■ TASK STATEMENT:
Repeat exactly the lines from the start of the material below up to and including the "Road topology of" line.

##### INFORMATION SHOWN #####

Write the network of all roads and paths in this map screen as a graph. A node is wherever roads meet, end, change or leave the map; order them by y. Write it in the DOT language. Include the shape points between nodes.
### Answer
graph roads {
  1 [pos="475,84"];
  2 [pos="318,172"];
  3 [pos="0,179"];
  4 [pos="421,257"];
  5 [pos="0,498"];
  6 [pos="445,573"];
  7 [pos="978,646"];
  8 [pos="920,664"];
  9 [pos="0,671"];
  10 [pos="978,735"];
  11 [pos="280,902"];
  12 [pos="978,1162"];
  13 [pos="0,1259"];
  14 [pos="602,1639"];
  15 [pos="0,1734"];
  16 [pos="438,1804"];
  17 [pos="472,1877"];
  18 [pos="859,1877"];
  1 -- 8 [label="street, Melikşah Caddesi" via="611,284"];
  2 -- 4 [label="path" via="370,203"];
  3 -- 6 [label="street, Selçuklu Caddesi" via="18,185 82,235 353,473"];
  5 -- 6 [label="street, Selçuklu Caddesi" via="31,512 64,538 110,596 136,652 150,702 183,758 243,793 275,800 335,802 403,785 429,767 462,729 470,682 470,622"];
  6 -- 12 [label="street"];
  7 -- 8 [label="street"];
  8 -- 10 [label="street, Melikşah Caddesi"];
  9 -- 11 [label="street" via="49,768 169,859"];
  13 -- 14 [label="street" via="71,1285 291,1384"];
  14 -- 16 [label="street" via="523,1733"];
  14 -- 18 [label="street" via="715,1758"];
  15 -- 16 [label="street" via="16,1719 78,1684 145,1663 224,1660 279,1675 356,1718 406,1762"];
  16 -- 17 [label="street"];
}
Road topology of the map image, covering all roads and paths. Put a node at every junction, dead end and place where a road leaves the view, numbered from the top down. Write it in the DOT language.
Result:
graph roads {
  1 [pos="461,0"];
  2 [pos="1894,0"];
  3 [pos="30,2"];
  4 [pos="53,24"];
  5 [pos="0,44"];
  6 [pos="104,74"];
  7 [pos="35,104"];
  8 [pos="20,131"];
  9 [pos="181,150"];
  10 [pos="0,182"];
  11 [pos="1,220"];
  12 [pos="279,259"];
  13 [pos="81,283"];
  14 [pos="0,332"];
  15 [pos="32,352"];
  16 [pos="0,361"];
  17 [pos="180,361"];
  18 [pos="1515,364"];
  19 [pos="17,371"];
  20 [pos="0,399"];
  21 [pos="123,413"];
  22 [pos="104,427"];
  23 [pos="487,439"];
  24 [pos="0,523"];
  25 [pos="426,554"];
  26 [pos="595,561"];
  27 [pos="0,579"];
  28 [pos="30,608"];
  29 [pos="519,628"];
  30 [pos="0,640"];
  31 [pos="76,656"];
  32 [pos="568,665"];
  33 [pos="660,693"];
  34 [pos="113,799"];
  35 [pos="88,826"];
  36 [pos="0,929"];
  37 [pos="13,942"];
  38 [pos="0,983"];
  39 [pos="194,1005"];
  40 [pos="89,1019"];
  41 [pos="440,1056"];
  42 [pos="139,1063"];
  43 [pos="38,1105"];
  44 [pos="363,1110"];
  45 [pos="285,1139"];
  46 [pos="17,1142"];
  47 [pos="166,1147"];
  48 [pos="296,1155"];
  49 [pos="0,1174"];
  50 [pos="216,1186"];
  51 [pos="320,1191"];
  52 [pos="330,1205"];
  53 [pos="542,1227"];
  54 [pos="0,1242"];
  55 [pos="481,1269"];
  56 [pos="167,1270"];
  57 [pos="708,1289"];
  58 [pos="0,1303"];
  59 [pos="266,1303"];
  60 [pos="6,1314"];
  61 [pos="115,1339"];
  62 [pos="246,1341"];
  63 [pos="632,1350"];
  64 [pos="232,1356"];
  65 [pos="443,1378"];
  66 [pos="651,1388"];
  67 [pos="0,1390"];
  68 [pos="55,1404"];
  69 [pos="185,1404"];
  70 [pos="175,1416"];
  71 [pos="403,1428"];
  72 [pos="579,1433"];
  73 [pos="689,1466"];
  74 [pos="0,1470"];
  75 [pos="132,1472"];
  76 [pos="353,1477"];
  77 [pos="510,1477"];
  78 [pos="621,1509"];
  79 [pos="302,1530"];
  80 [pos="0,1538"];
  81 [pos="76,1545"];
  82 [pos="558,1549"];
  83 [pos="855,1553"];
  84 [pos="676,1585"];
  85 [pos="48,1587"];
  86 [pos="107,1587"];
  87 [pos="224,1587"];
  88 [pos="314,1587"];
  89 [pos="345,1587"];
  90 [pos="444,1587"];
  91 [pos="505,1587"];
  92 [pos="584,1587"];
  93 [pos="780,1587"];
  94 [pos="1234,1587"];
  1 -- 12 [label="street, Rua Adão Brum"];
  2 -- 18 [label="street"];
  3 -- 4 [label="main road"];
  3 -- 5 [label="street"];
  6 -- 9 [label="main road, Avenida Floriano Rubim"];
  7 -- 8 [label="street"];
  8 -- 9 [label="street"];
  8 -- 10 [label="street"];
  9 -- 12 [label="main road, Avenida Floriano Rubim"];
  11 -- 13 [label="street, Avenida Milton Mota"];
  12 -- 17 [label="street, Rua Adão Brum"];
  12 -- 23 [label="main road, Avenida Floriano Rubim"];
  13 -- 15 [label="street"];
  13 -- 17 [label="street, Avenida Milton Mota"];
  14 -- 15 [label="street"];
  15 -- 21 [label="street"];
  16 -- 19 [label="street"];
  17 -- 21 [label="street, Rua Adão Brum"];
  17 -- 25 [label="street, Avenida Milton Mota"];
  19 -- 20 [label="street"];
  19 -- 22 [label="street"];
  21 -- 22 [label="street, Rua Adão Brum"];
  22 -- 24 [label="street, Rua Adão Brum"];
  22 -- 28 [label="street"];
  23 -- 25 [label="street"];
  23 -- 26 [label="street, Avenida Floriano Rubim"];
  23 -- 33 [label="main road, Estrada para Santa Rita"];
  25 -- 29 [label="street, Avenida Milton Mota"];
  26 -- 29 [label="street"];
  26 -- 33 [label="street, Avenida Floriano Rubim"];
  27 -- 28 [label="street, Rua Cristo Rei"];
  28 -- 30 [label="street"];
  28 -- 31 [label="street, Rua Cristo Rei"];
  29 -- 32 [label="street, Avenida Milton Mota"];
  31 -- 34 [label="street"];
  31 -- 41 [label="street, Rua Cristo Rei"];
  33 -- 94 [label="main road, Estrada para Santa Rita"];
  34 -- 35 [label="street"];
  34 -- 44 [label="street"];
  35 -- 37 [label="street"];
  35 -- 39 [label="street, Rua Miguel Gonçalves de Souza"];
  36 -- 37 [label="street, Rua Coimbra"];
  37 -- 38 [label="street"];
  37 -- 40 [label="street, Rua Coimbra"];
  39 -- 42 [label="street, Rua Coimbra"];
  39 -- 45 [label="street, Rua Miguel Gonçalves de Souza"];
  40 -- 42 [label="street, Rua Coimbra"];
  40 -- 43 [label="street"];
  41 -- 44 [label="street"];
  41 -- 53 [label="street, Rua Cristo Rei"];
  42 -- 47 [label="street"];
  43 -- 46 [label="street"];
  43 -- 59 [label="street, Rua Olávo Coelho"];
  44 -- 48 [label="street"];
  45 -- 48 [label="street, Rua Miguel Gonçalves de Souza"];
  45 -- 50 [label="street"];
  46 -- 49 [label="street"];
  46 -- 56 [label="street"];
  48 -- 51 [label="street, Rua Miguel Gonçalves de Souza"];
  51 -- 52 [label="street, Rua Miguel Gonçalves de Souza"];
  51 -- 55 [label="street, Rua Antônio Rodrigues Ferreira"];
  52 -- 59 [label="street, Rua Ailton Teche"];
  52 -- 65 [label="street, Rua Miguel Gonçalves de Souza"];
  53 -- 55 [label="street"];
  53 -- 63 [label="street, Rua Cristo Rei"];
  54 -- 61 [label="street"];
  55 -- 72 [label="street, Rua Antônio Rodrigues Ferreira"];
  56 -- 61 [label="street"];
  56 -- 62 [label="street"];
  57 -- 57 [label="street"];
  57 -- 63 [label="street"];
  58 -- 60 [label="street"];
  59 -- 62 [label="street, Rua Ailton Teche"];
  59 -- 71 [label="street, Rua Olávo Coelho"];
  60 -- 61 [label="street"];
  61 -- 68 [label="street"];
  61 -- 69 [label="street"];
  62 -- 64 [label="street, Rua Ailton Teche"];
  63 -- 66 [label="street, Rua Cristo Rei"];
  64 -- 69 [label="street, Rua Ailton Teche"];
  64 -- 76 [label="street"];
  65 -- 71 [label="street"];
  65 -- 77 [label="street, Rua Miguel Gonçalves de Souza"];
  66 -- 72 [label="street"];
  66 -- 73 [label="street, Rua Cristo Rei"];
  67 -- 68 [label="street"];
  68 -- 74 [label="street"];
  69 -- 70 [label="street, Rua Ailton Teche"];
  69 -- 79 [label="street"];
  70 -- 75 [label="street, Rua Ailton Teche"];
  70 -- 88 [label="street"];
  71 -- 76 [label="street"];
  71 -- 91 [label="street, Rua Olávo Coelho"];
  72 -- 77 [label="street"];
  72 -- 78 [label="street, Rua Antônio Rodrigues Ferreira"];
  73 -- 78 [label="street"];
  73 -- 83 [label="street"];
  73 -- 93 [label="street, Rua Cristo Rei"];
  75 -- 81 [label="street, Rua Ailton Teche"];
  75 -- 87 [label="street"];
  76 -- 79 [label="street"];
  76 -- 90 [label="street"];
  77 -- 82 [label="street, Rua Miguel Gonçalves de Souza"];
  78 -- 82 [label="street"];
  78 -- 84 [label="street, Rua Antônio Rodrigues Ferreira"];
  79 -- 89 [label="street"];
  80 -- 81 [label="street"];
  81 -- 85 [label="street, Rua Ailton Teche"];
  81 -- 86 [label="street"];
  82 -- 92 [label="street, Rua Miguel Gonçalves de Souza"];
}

#####

■ REPLY TO THE TASK:
Write the network of all roads and paths in this map screen as a graph. A node is wherever roads meet, end, change or leave the map; order them by y. Write it in the DOT language. Include the shape points between nodes.
### Answer
graph roads {
  1 [pos="475,84"];
  2 [pos="318,172"];
  3 [pos="0,179"];
  4 [pos="421,257"];
  5 [pos="0,498"];
  6 [pos="445,573"];
  7 [pos="978,646"];
  8 [pos="920,664"];
  9 [pos="0,671"];
  10 [pos="978,735"];
  11 [pos="280,902"];
  12 [pos="978,1162"];
  13 [pos="0,1259"];
  14 [pos="602,1639"];
  15 [pos="0,1734"];
  16 [pos="438,1804"];
  17 [pos="472,1877"];
  18 [pos="859,1877"];
  1 -- 8 [label="street, Melikşah Caddesi" via="611,284"];
  2 -- 4 [label="path" via="370,203"];
  3 -- 6 [label="street, Selçuklu Caddesi" via="18,185 82,235 353,473"];
  5 -- 6 [label="street, Selçuklu Caddesi" via="31,512 64,538 110,596 136,652 150,702 183,758 243,793 275,800 335,802 403,785 429,767 462,729 470,682 470,622"];
  6 -- 12 [label="street"];
  7 -- 8 [label="street"];
  8 -- 10 [label="street, Melikşah Caddesi"];
  9 -- 11 [label="street" via="49,768 169,859"];
  13 -- 14 [label="street" via="71,1285 291,1384"];
  14 -- 16 [label="street" via="523,1733"];
  14 -- 18 [label="street" via="715,1758"];
  15 -- 16 [label="street" via="16,1719 78,1684 145,1663 224,1660 279,1675 356,1718 406,1762"];
  16 -- 17 [label="street"];
}
Road topology of the map image, covering all roads and paths. Put a node at every junction, dead end and place where a road leaves the view, numbered from the top down. Write it in the DOT language.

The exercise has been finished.